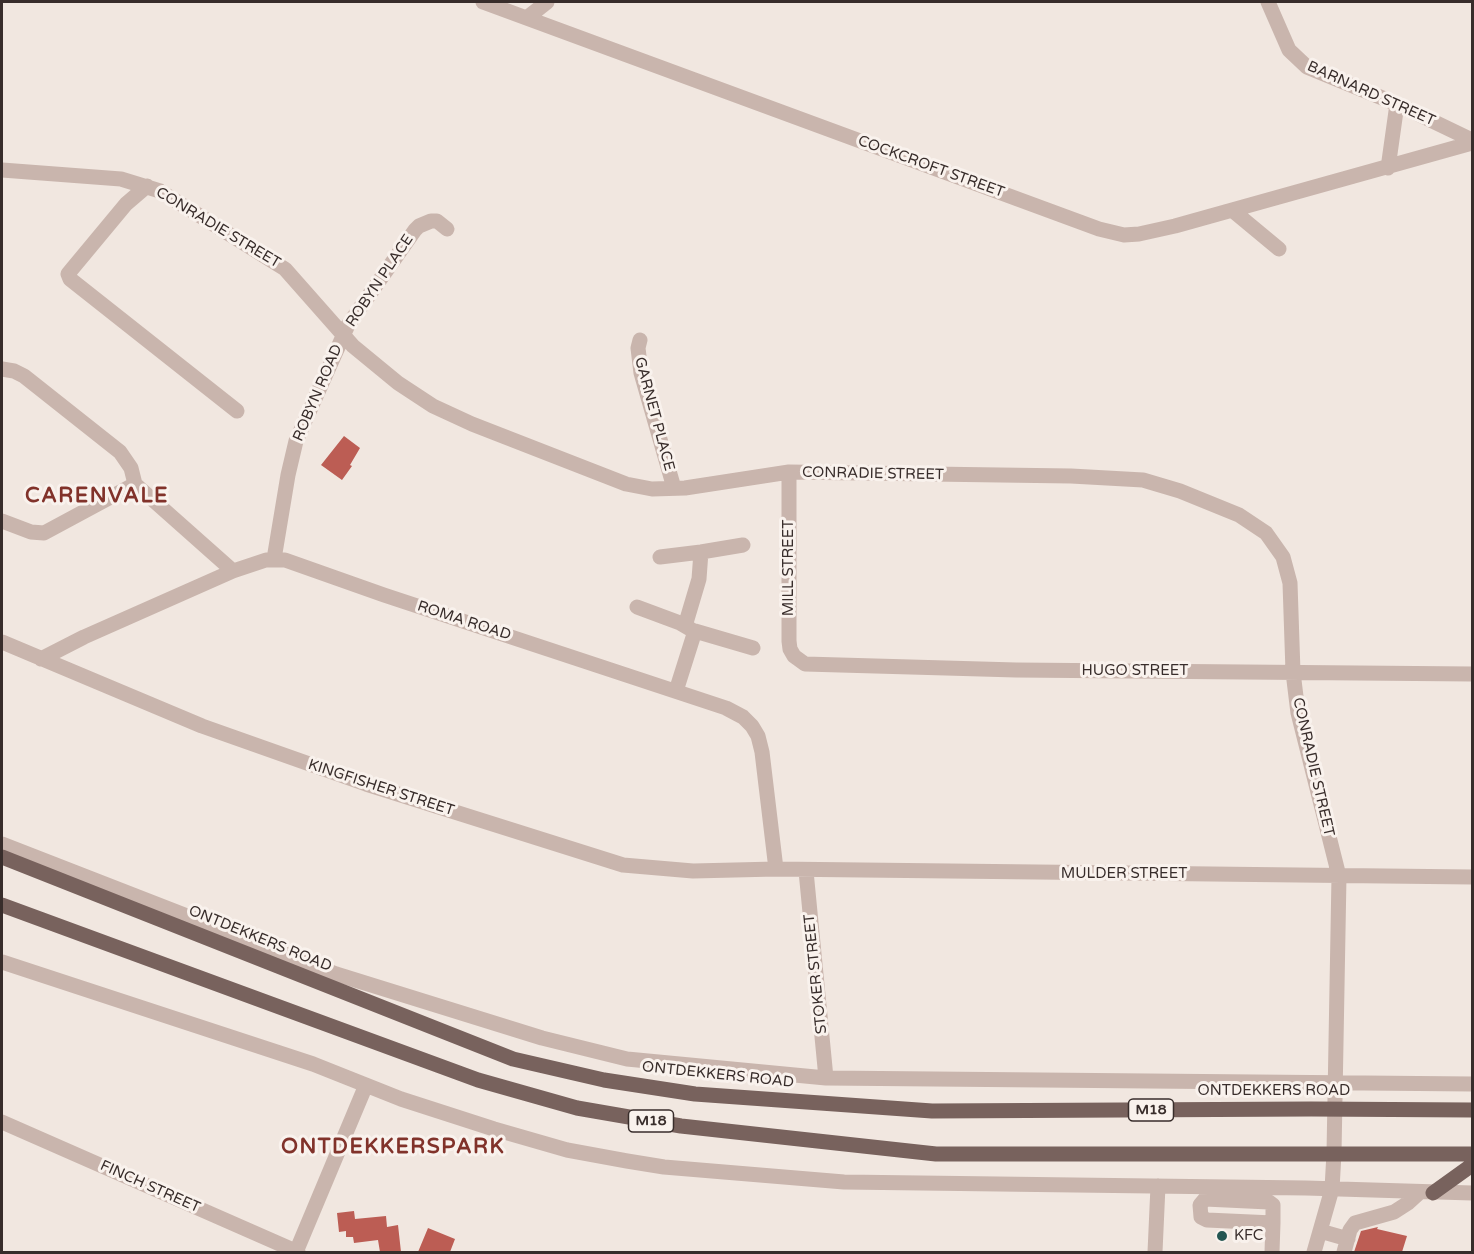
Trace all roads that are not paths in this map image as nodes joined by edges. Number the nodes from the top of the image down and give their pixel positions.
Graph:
1 (483, 2) edge
2 (547, 2) edge
3 (1268, 2) edge
4 (528, 17) junction
5 (1397, 104) junction
6 (1473, 141) edge
7 (1388, 168) junction
8 (2, 170) edge
9 (147, 186) junction
10 (1232, 210) junction
11 (447, 229) dead end
12 (1279, 249) dead end
13 (344, 335) junction
14 (640, 340) dead end
15 (2, 369) edge
16 (237, 411) dead end
17 (789, 472) junction
18 (135, 484) junction
19 (674, 489) junction
20 (2, 521) edge
21 (743, 545) dead end
22 (701, 552) junction
23 (660, 556) dead end
24 (274, 559) junction
25 (233, 571) junction
26 (637, 607) dead end
27 (690, 628) junction
28 (2, 642) edge
29 (753, 648) dead end
30 (41, 659) junction
31 (799, 661) joint
32 (1293, 672) junction
33 (1473, 674) edge
34 (676, 691) junction
35 (2, 844) edge
36 (2, 857) edge
37 (776, 869) junction
38 (806, 871) junction
39 (1340, 876) junction
40 (1473, 877) edge
41 (2, 905) edge
42 (2, 962) edge
43 (826, 1078) junction
44 (1337, 1083) junction
45 (1473, 1084) edge
46 (366, 1085) junction
47 (1336, 1109) junction
48 (1473, 1110) edge
49 (2, 1122) edge
50 (1334, 1154) junction
51 (1473, 1154) edge
52 (1473, 1165) edge
53 (1158, 1186) junction
54 (1332, 1189) junction
55 (1383, 1191) junction
56 (1426, 1193) junction
57 (1473, 1193) edge
58 (1387, 1214) junction
59 (1273, 1223) dead end
60 (1320, 1231) junction
61 (1346, 1246) edge
62 (297, 1252) edge
63 (1155, 1252) edge
64 (1272, 1252) edge
65 (1314, 1252) edge

1 - 4 street, COCKCROFT STREET
2 - 4 street
3 - 5 street, BARNARD STREET
4 - 10 street, COCKCROFT STREET
5 - 6 street, BARNARD STREET
5 - 7 street
6 - 7 street, COCKCROFT STREET
7 - 10 street, COCKCROFT STREET
8 - 9 street, CONRADIE STREET
9 - 13 street, CONRADIE STREET
9 - 16 street
10 - 12 street
11 - 13 street, ROBYN PLACE
13 - 19 street, CONRADIE STREET
13 - 24 street, ROBYN ROAD
14 - 19 street, GARNET PLACE
15 - 18 street
17 - 19 street, CONRADIE STREET
17 - 31 street, MILL STREET
17 - 32 street, CONRADIE STREET
18 - 20 street
18 - 25 street
21 - 22 street
22 - 23 street
22 - 27 street
24 - 25 street
24 - 34 street, ROMA ROAD
25 - 30 street
26 - 27 street
27 - 29 street
27 - 34 street
28 - 30 street, KINGFISHER STREET
30 - 37 street, KINGFISHER STREET
31 - 32 street, HUGO STREET
32 - 33 street, HUGO STREET
32 - 39 street, CONRADIE STREET
34 - 37 street, ROMA ROAD
35 - 43 street, ONTDEKKERS ROAD
36 - 47 main road, ONTDEKKERS ROAD / M18
37 - 38 street, MULDER STREET
38 - 39 street, MULDER STREET
38 - 43 street, STOKER STREET
39 - 40 street, MULDER STREET
39 - 44 street, CONRADIE STREET
41 - 50 main road, M18
42 - 46 street
43 - 44 street, ONTDEKKERS ROAD
44 - 45 street, ONTDEKKERS ROAD
44 - 47 street, CONRADIE STREET
46 - 53 street
46 - 62 street
47 - 48 main road, ONTDEKKERS ROAD / M18
47 - 50 street, CONRADIE STREET
49 - 62 street, FINCH STREET
50 - 51 main road, M18
50 - 54 street, CONRADIE STREET
52 - 56 main road
53 - 54 street
53 - 63 street
54 - 55 street
54 - 60 street, CONRADIE STREET
55 - 56 street
55 - 58 street
56 - 57 street
56 - 58 street
58 - 61 street
59 - 64 street
60 - 61 street
60 - 65 street, CONRADIE STREET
------------------------------------------------------------
▶ **EXERCISE PROMPT**
Repeat the data word for word. Skip the pictures.

▶ **YOUR SOLUTION**
Trace all roads that are not paths in this map image as nodes joined by edges. Number the nodes from the top of the image down and give their pixel positions.
Graph:
1 (483, 2) edge
2 (547, 2) edge
3 (1268, 2) edge
4 (528, 17) junction
5 (1397, 104) junction
6 (1473, 141) edge
7 (1388, 168) junction
8 (2, 170) edge
9 (147, 186) junction
10 (1232, 210) junction
11 (447, 229) dead end
12 (1279, 249) dead end
13 (344, 335) junction
14 (640, 340) dead end
15 (2, 369) edge
16 (237, 411) dead end
17 (789, 472) junction
18 (135, 484) junction
19 (674, 489) junction
20 (2, 521) edge
21 (743, 545) dead end
22 (701, 552) junction
23 (660, 556) dead end
24 (274, 559) junction
25 (233, 571) junction
26 (637, 607) dead end
27 (690, 628) junction
28 (2, 642) edge
29 (753, 648) dead end
30 (41, 659) junction
31 (799, 661) joint
32 (1293, 672) junction
33 (1473, 674) edge
34 (676, 691) junction
35 (2, 844) edge
36 (2, 857) edge
37 (776, 869) junction
38 (806, 871) junction
39 (1340, 876) junction
40 (1473, 877) edge
41 (2, 905) edge
42 (2, 962) edge
43 (826, 1078) junction
44 (1337, 1083) junction
45 (1473, 1084) edge
46 (366, 1085) junction
47 (1336, 1109) junction
48 (1473, 1110) edge
49 (2, 1122) edge
50 (1334, 1154) junction
51 (1473, 1154) edge
52 (1473, 1165) edge
53 (1158, 1186) junction
54 (1332, 1189) junction
55 (1383, 1191) junction
56 (1426, 1193) junction
57 (1473, 1193) edge
58 (1387, 1214) junction
59 (1273, 1223) dead end
60 (1320, 1231) junction
61 (1346, 1246) edge
62 (297, 1252) edge
63 (1155, 1252) edge
64 (1272, 1252) edge
65 (1314, 1252) edge

1 - 4 street, COCKCROFT STREET
2 - 4 street
3 - 5 street, BARNARD STREET
4 - 10 street, COCKCROFT STREET
5 - 6 street, BARNARD STREET
5 - 7 street
6 - 7 street, COCKCROFT STREET
7 - 10 street, COCKCROFT STREET
8 - 9 street, CONRADIE STREET
9 - 13 street, CONRADIE STREET
9 - 16 street
10 - 12 street
11 - 13 street, ROBYN PLACE
13 - 19 street, CONRADIE STREET
13 - 24 street, ROBYN ROAD
14 - 19 street, GARNET PLACE
15 - 18 street
17 - 19 street, CONRADIE STREET
17 - 31 street, MILL STREET
17 - 32 street, CONRADIE STREET
18 - 20 street
18 - 25 street
21 - 22 street
22 - 23 street
22 - 27 street
24 - 25 street
24 - 34 street, ROMA ROAD
25 - 30 street
26 - 27 street
27 - 29 street
27 - 34 street
28 - 30 street, KINGFISHER STREET
30 - 37 street, KINGFISHER STREET
31 - 32 street, HUGO STREET
32 - 33 street, HUGO STREET
32 - 39 street, CONRADIE STREET
34 - 37 street, ROMA ROAD
35 - 43 street, ONTDEKKERS ROAD
36 - 47 main road, ONTDEKKERS ROAD / M18
37 - 38 street, MULDER STREET
38 - 39 street, MULDER STREET
38 - 43 street, STOKER STREET
39 - 40 street, MULDER STREET
39 - 44 street, CONRADIE STREET
41 - 50 main road, M18
42 - 46 street
43 - 44 street, ONTDEKKERS ROAD
44 - 45 street, ONTDEKKERS ROAD
44 - 47 street, CONRADIE STREET
46 - 53 street
46 - 62 street
47 - 48 main road, ONTDEKKERS ROAD / M18
47 - 50 street, CONRADIE STREET
49 - 62 street, FINCH STREET
50 - 51 main road, M18
50 - 54 street, CONRADIE STREET
52 - 56 main road
53 - 54 street
53 - 63 street
54 - 55 street
54 - 60 street, CONRADIE STREET
55 - 56 street
55 - 58 street
56 - 57 street
56 - 58 street
58 - 61 street
59 - 64 street
60 - 61 street
60 - 65 street, CONRADIE STREET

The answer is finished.